查看原文
其他

【课后作业】电信公司预测客户流失可能性

作者:Ben   《Python数据科学技术详解与商业实践》作者

先后在亚信、德勤、百度等企业从事电信、金融行业数据挖掘工作。


这是《Python数据科学-技术详解与商业实践(第二期)》课程的课后作业

【课后作业】研究二手房价的影响因素,建立房价预测模型


电信公司希望针对客户的信息预测其流失可能性,数据存放在“telecom_churn.csv”中。


关注 Python爱好者社区 回复  电信  即可获取数据。


1、分析思路:


在对客户流失与否的影响因素进行模型研究之前,首先对各解释变量与被解释变量进行两变量独立性分析,以初步判断影响流失的因素,进而建立客户


流失预测模型


主要变量说明如下:


#subscriberID="个人客户的ID"

#churn="是否流失:1=流失";

#Age="年龄"

#incomeCode="用户居住区域平均收入的代码"

#duration="在网时长"

#peakMinAv="统计期间内最高单月通话时长"

#peakMinDiff="统计期间结束月份与开始月份相比通话时长增加数量"

#posTrend="该用户通话时长是否呈现出上升态势:是=1"

#negTrend="该用户通话时长是否呈现出下降态势:是=1"

#nrProm="电话公司营销的数量"

#prom="最近一个月是否被营销过:是=1"

#curPlan="统计时间开始时套餐类型:1=最高通过200分钟;2=300分钟;3=350分钟;4=500分钟"

#avPlan="统计期间内平均套餐类型"

#planChange="统计结束时和开始时套餐的变化:正值代表套餐档次提升,负值代表下降,0代表不变"
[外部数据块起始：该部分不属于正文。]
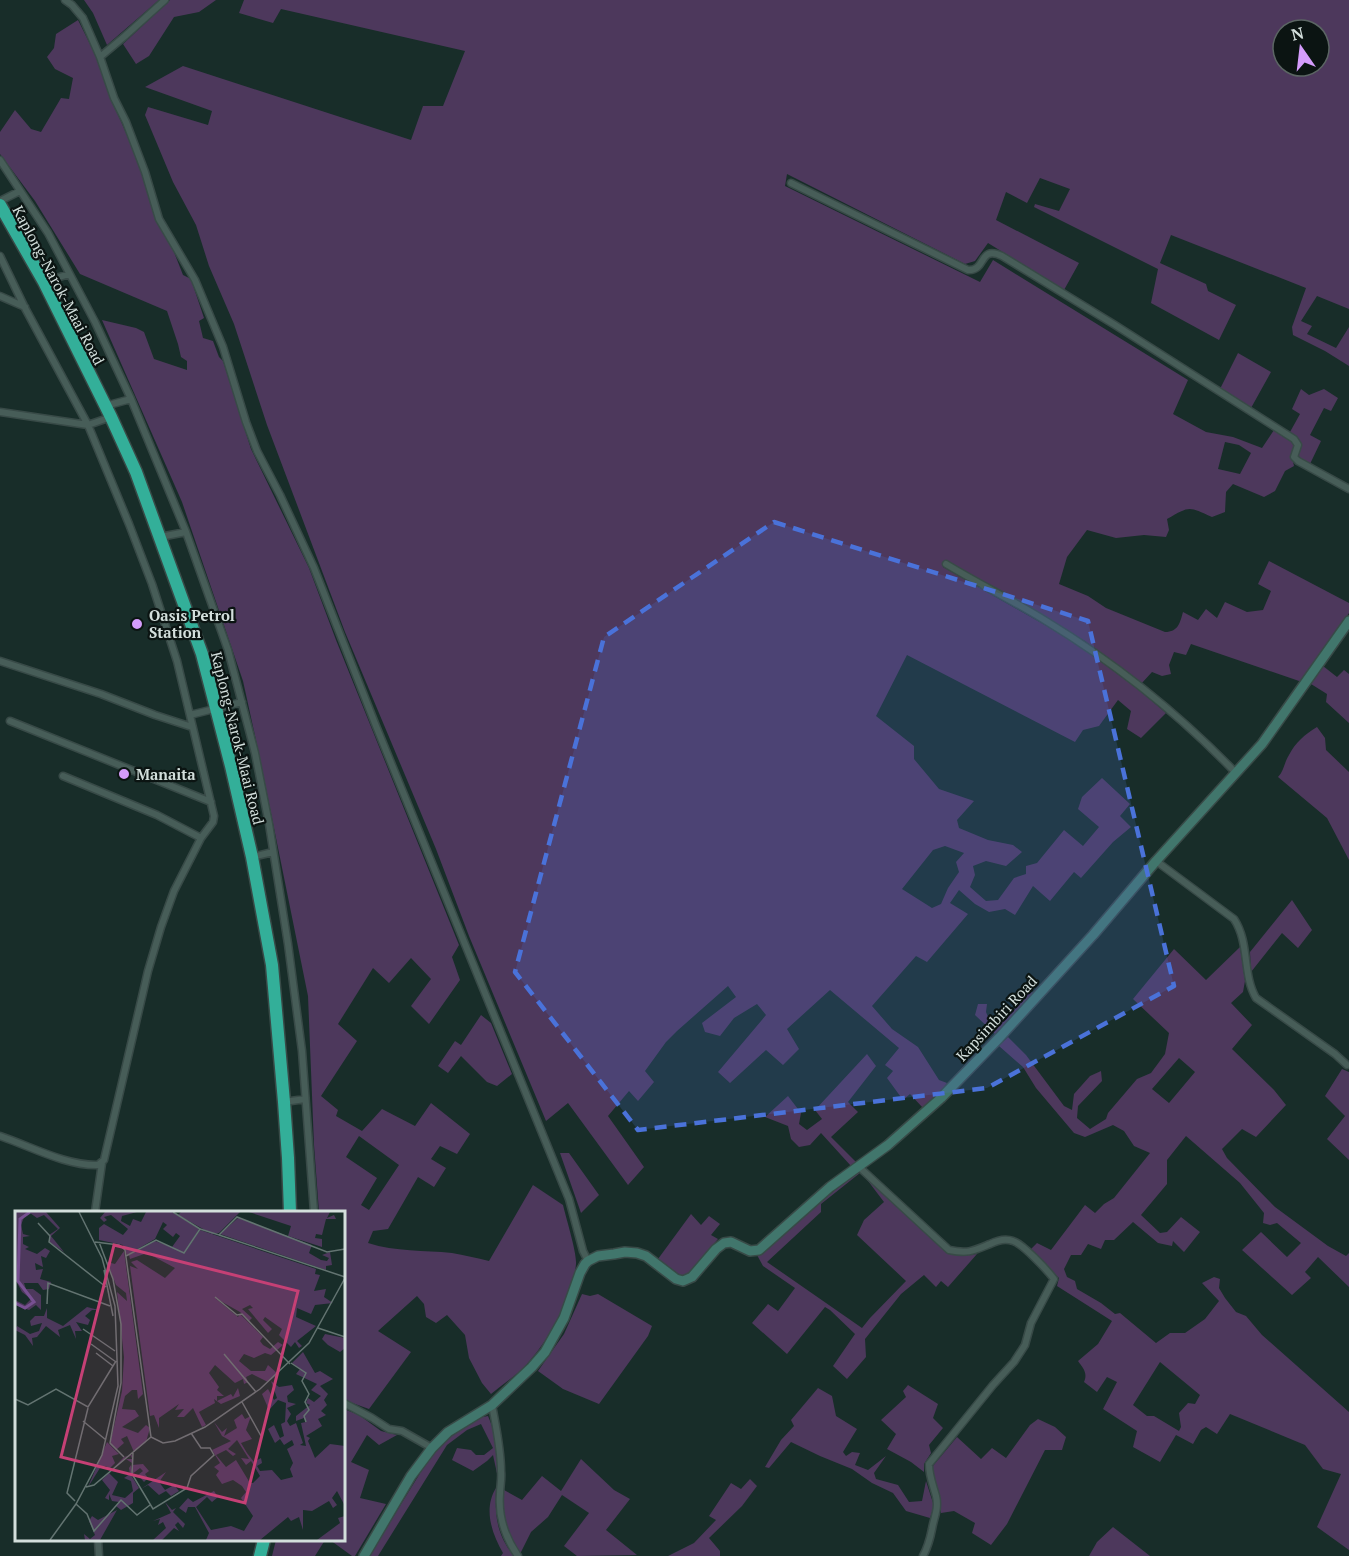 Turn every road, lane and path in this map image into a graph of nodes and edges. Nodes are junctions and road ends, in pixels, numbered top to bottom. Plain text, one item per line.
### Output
1 (65, 0) edge
2 (165, 0) edge
3 (100, 57) junction
4 (0, 160) edge
5 (790, 183) dead end
6 (20, 191) junction
7 (0, 203) edge
8 (0, 256) edge
9 (69, 274) junction
10 (44, 282) junction
11 (0, 296) edge
12 (25, 308) junction
13 (131, 399) junction
14 (108, 411) junction
15 (0, 412) edge
16 (88, 425) junction
17 (1349, 489) edge
18 (186, 532) junction
19 (160, 537) junction
20 (946, 564) dead end
21 (1349, 621) edge
22 (0, 661) edge
23 (242, 702) junction
24 (217, 709) junction
25 (190, 715) junction
26 (10, 720) dead end
27 (192, 727) junction
28 (1236, 772) junction
29 (63, 776) dead end
30 (211, 802) junction
31 (201, 838) junction
32 (273, 852) junction
33 (252, 857) junction
34 (1156, 861) junction
35 (1347, 1065) dead end
36 (305, 1100) junction
37 (284, 1102) junction
38 (0, 1136) edge
39 (102, 1163) junction
40 (858, 1166) junction
41 (94, 1211) edge
42 (290, 1211) edge
43 (314, 1211) edge
44 (588, 1261) junction
45 (345, 1404) edge
46 (492, 1405) junction
47 (432, 1448) junction
48 (98, 1541) edge
49 (264, 1541) edge
50 (99, 1556) edge
51 (260, 1556) edge
52 (364, 1556) edge
53 (518, 1556) edge
54 (923, 1556) edge

1 - 3 street
2 - 3 street
3 - 44 street
4 - 6 street
5 - 17 street
6 - 7 street
6 - 9 street
7 - 10 highway, Kaplong-Narok-Maai Road
8 - 12 street
9 - 10 street
9 - 13 street
10 - 14 highway, Kaplong-Narok-Maai Road
11 - 12 street
12 - 16 street
13 - 14 street
13 - 18 street
14 - 16 street
14 - 19 highway, Kaplong-Narok-Maai Road
15 - 16 street
16 - 25 street
18 - 19 street
18 - 23 street
19 - 24 highway, Kaplong-Narok-Maai Road
20 - 28 street
21 - 28 street, Kapsimbiri Road
22 - 27 street
23 - 24 street
23 - 32 street
24 - 25 street
24 - 33 highway, Kaplong-Narok-Maai Road
25 - 27 street
26 - 30 street
27 - 30 street
28 - 34 street, Kapsimbiri Road
29 - 31 street
30 - 31 street
31 - 39 street
32 - 33 street
32 - 36 street
33 - 37 highway, Kaplong-Narok-Maai Road
34 - 35 street
34 - 40 street, Kapsimbiri Road
36 - 37 street
36 - 43 street
37 - 42 highway, Kaplong-Narok-Maai Road
38 - 39 street
39 - 41 street
40 - 44 street, Kapsimbiri Road
40 - 54 street
44 - 46 street
45 - 47 street
46 - 47 street
46 - 53 street
47 - 52 street
48 - 50 street
49 - 51 highway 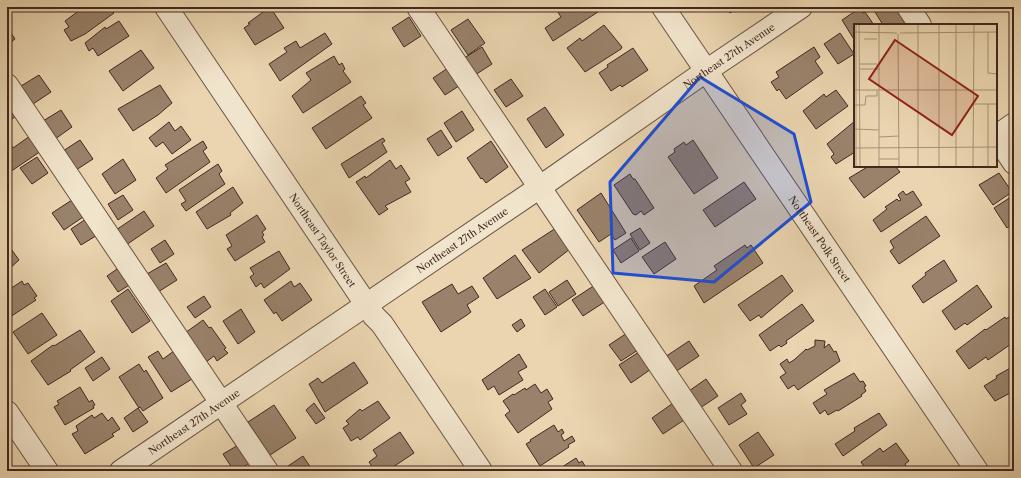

#posPlanChange="统计期间是否提高套餐:1=是"

#negPlanChange="统计期间是否降低套餐:1=是"

#call_10086="拨打10086的次数"


2、作业安排:


2.1 基础知识:


1)作了一次营销活动,营销了1000人 。事后统计结果,120人购买,其余人没有购买。请分别用矩估计法、极大似然估计法计算这个随机事件分布的参数(提示:该随机事件服从伯努利分布)


2)推导线性回归参数估计的最小二乘、矩估计、极大似然估计,推导逻辑回归的极大似然估计公式。线性回归和逻辑回归的极大似然法哪个可以得到

显性的公式解,哪个需要使用迭代法求解?解释极大似然法求解过程中用到的牛顿迭代法、随机梯度法的做法。


3)解释统计学习算法中超参的概念,请问目前统计方法中学习的线性回归、逻辑回归中涉及超参了吗?岭回归和Laso算法中的超参分别是什么?超参的作用是什么?统计学习算法中如何确定最优超参的取值?


4)比较统计分析法和统计学习(即机器学习)得到最优模型的思路。


5)二分类模型中(比如逻辑回归)的评估模型优劣的决策类和排序类评估指标分别包括哪些指标?


2.2 案例解答步骤如下:


1)两变量分析:检验该用户通话时长是否呈现出上升态势(posTrend)对流失(churn) 是否有预测价值


2)首先将原始数据拆分为训练和测试数据集,使用训练数据集建立在网时长对流失的逻辑回归,使用测试数据集制作混淆矩阵(阈值为0.5),提供准

确性、召回率指标,提供ROC曲线和AUC。


3)使用向前逐步法从其它备选变量中选择变量,构建基于AIC的最优模型,绘制ROC曲线,同时检验模型的膨胀系数。


4)使用岭回归和Laso算法重建第三步中的模型,使用交叉验证法确定惩罚参数(C值)。并比较步骤四中Laso算法得到的模型和第三步得到的模型的差异。


2.2.1参考代码如下:


下面代码(包含详细注释)都送你啦~

赶紧实现一波吧!体会一波数据分析挖掘乐趣!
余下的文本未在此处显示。